Musisi Anang Hermansyah Mendorong Reformasi Sistem Royalti Musik Digital ke UCPS
Menyikapi kurangnya keadilan dalam pembagian royalti musik digital, musisi Anang Hermansyah memberikan dorongan kepada pemerintah dan DPR RI untuk segera mereformasi sistem tersebut. Ia menyarankan agar menggunakan User-Centric Payment System (UCPS), sistem pembayaran yang memperhatikan preferensi pengguna dalam mendistribusikan royalti.
Sistem Pembagian Royalti yang Tidak Adil
Anang menilai bahwa saat ini sebagian besar platform streaming masih menggunakan skema pro-rata, di mana pendapatan dari langganan dikumpulkan dan dibagi berdasarkan total jumlah pemutaran global. Skema ini cenderung lebih menguntungkan artis internasional dan menyisihkan musisi Indonesia, terutama yang bersifat independen, tanpa bagian yang proporsional.
Dalam UCPS yang ia usulkan, biaya langganan pengguna akan langsung diberikan kepada artis yang lagu-lagunya mereka dengarkan. Hal ini diharapkan dapat membuat distribusi royalti menjadi lebih transparan dan adil bagi semua pihak.
Perubahan yang Diperlukan
Studi di Eropa menunjukkan bahwa penerapan UCPS dapat meningkatkan pendapatan musisi lokal hingga 30–40 persen. Namun, saat ini musisi lokal Indonesia hanya mendapatkan kurang dari 15 persen dari total royalti digital, meskipun jumlah musisi Indonesia di platform digital mencapai lebih dari 50.000 dengan 80 juta pengguna streaming musik di negeri ini.

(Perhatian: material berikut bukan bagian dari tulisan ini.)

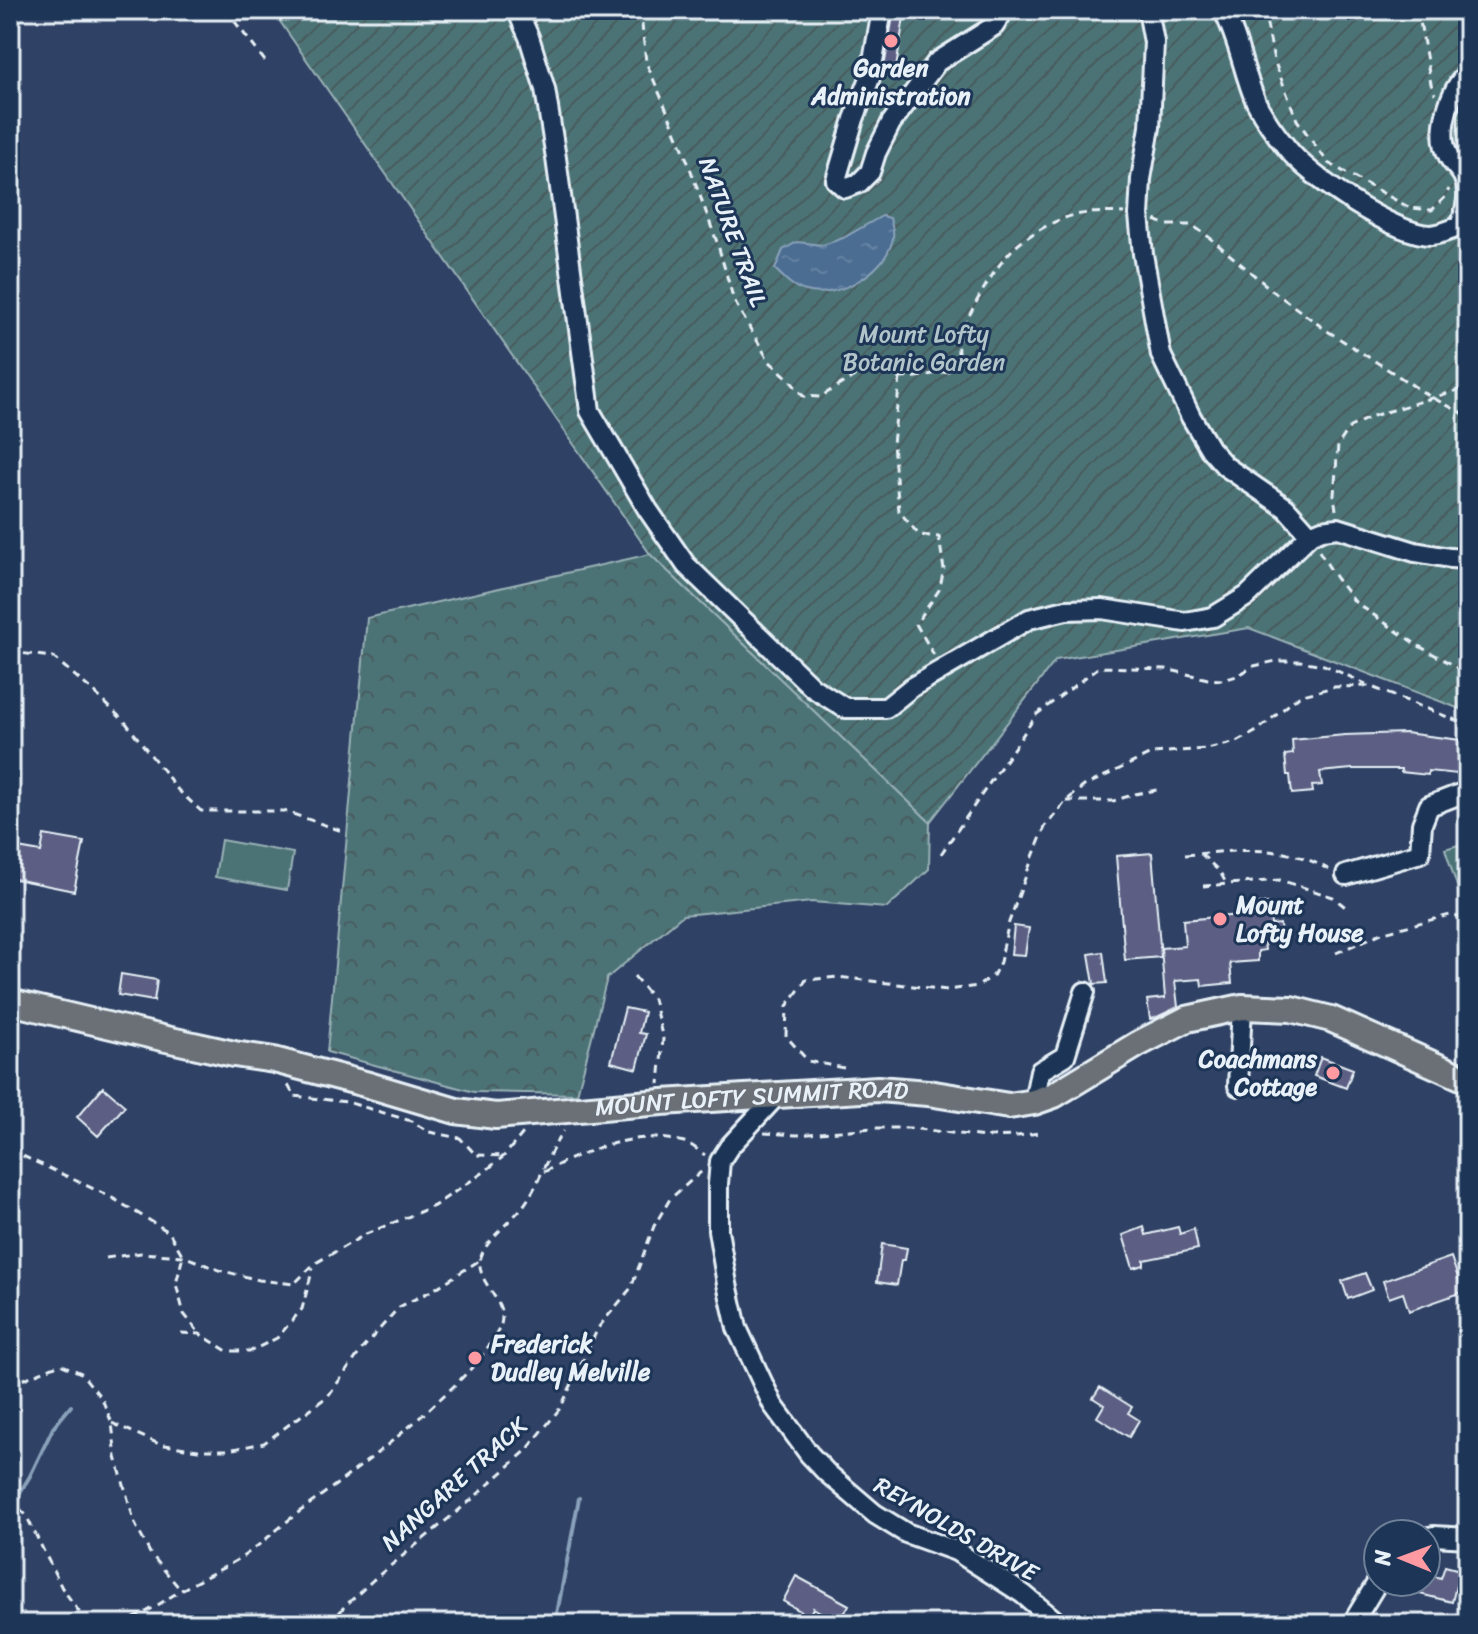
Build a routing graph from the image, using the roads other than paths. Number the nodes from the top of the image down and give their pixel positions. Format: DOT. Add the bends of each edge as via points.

Anang melihat bahwa revisi Undang-Undang Nomor 28 Tahun 2014 tentang Hak Cipta yang tengah dibahas oleh DPR bisa menjadi momentum tepat untuk mengadopsi sistem UCPS. Beberapa langkah yang diusulkan termasuk peningkatan transparansi royalti, penerapan UCPS secara bertahap, pembentukan clearing house nasional, dan penguatan sistem data hak cipta.
Implementasi UCPS dalam 12 Bulan
Untuk mendorong perubahan, Anang juga mendorong agar dilakukan uji coba implementasi UCPS dalam waktu 12 bulan melalui kolaborasi antara pemerintah, platform digital, dan pelaku industri musik. Dengan pasar yang besar dan ekosistem musik yang kuat, Anang meyakini bahwa saatnya Indonesia beralih ke sistem yang lebih adil untuk semua pihak terkait.